Scrum and XP from the Trenches is subtitled "How we do Scrum" and is exactly what it says on the tin. It is a fairly detailed description of how Crisp (an agile Java development company in Sweden) does Scrum (with a little discussion of Extreme Programming). It doesn't explain what Scrum is, although it does provide a few pointers to resources if you've never heard of it (but this isn't the sort of book you'd be buying if you'd never heard of it). It also doesn't try to convince you that Scrum is wonderful, which is a nice trap to avoid. It gets right down to business and packs quite a bit of relentlessly practical content into a small number of pages.

I've been doing Scrum for about a year, across two large projects, both times not entirely following the full Scrum model. Both times, most of the team was learning Scrum during the project. I've gone to some Scrum training and read a bit, largely on-line, but I haven't made an exhaustive study of it. I think I'm exactly the ideal audience for this book, although my guess is that people who have been doing Scrum for longer will also get something out of it. This is not an introduction; I don't think one is likely to get much benefit out of it without a couple of Scrum projects under one's belt so that one has a feel for the problems and failure modes. As Kniberg accurately points out, Scrum is a framework, not a precise rule set, and it can't be applied blindly in one situation using analysis from another.

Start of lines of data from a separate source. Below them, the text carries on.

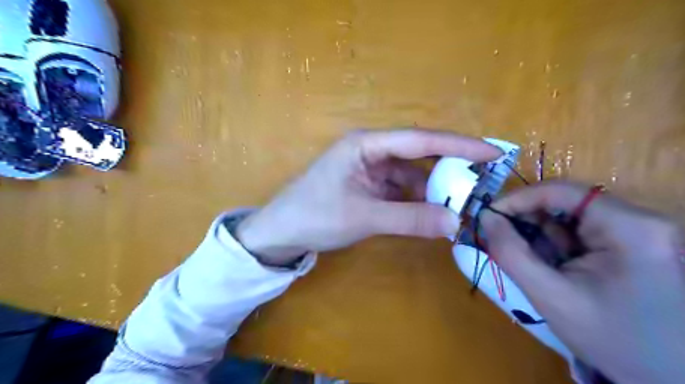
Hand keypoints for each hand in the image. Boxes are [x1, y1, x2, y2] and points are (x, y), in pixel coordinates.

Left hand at [237, 131, 501, 265]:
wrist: (281, 232)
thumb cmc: (315, 217)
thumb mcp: (364, 217)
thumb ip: (410, 219)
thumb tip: (456, 223)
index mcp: (366, 144)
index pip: (420, 140)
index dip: (458, 145)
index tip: (491, 152)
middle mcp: (370, 150)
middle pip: (417, 154)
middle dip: (448, 166)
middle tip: (481, 179)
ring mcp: (368, 168)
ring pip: (410, 174)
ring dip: (431, 188)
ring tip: (458, 203)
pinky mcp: (367, 185)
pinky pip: (398, 188)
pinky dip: (415, 199)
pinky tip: (430, 212)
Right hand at [480, 180, 683, 383]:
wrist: (666, 377)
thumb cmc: (610, 339)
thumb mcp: (550, 296)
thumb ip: (510, 253)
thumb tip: (485, 217)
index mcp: (628, 227)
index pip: (560, 192)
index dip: (518, 199)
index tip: (489, 216)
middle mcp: (639, 220)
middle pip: (565, 203)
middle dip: (528, 221)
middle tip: (501, 239)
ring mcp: (639, 231)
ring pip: (570, 218)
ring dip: (541, 235)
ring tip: (527, 259)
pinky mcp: (633, 243)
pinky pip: (581, 232)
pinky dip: (556, 245)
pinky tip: (549, 265)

For that audience, though, this book is great. Kniberg has used Scrum in a variety of different situations and tried multiple solutions to many of its problems, so he can provide guidance not only on his preferred solutions but on the other solutions he's tried and why they don't work. I started taking extensive notes just a few pages in; it was exactly the book I needed to read for the full-project retrospective on how Scrum worked for a just-concluded work project, and for planning what changes we'll want to make for the next project. He goes through every step of the Scrum cycle and offers advice on each step, particularly for the sprint planning (which was extremely helpful). He then walks through release planning and advance estimation (one of the best parts of the book; I've seen the concept of a focus factor before, but this is one of the best and clearest explanations I've seen), talks about XP (Extreme Programming) techniques and testing, and then discusses how to coordinate multiple Scrum teams in a larger organization. The chapter on testing was the reason why I bought the book; the rest of the book lives up to it.

As mentioned, my Scrum exposure is not broad, so Kniberg may just be following different orthodoxies. That said, he broke with the ones I was previously familiar with in some useful places. One is to attach a time unit to story points, something that I was told was close to anethema, but as presented here looks very useful. Another, not so much a break but an idea that I'd not encountered elsewhere, is downtime between sprints, an brilliant solution to a problem that I'd not even fully articulated but which had been plaguing our Scrum process. He also has some suggestions about communication that, while fairly obvious and common-sense stuff, still were things that hadn't occurred to me and that we should adopt.

I paid for a hard-copy version of this book from Lulu because I like things like this on paper and am happy to support the author financially, but you can download a PDF file and read it for free from InfoQ and see whether it works as well for you as it did for me. If you're ramping up on Scrum, seeing some problems, and looking for good ideas on how to fix them, I highly recommend it. I'd love to read two or three more case studies like this to get some more perspectives on how to make Scrum work. The paper book will likely be making a circuit around our office to serve as fodder for our upcoming Scrum projects.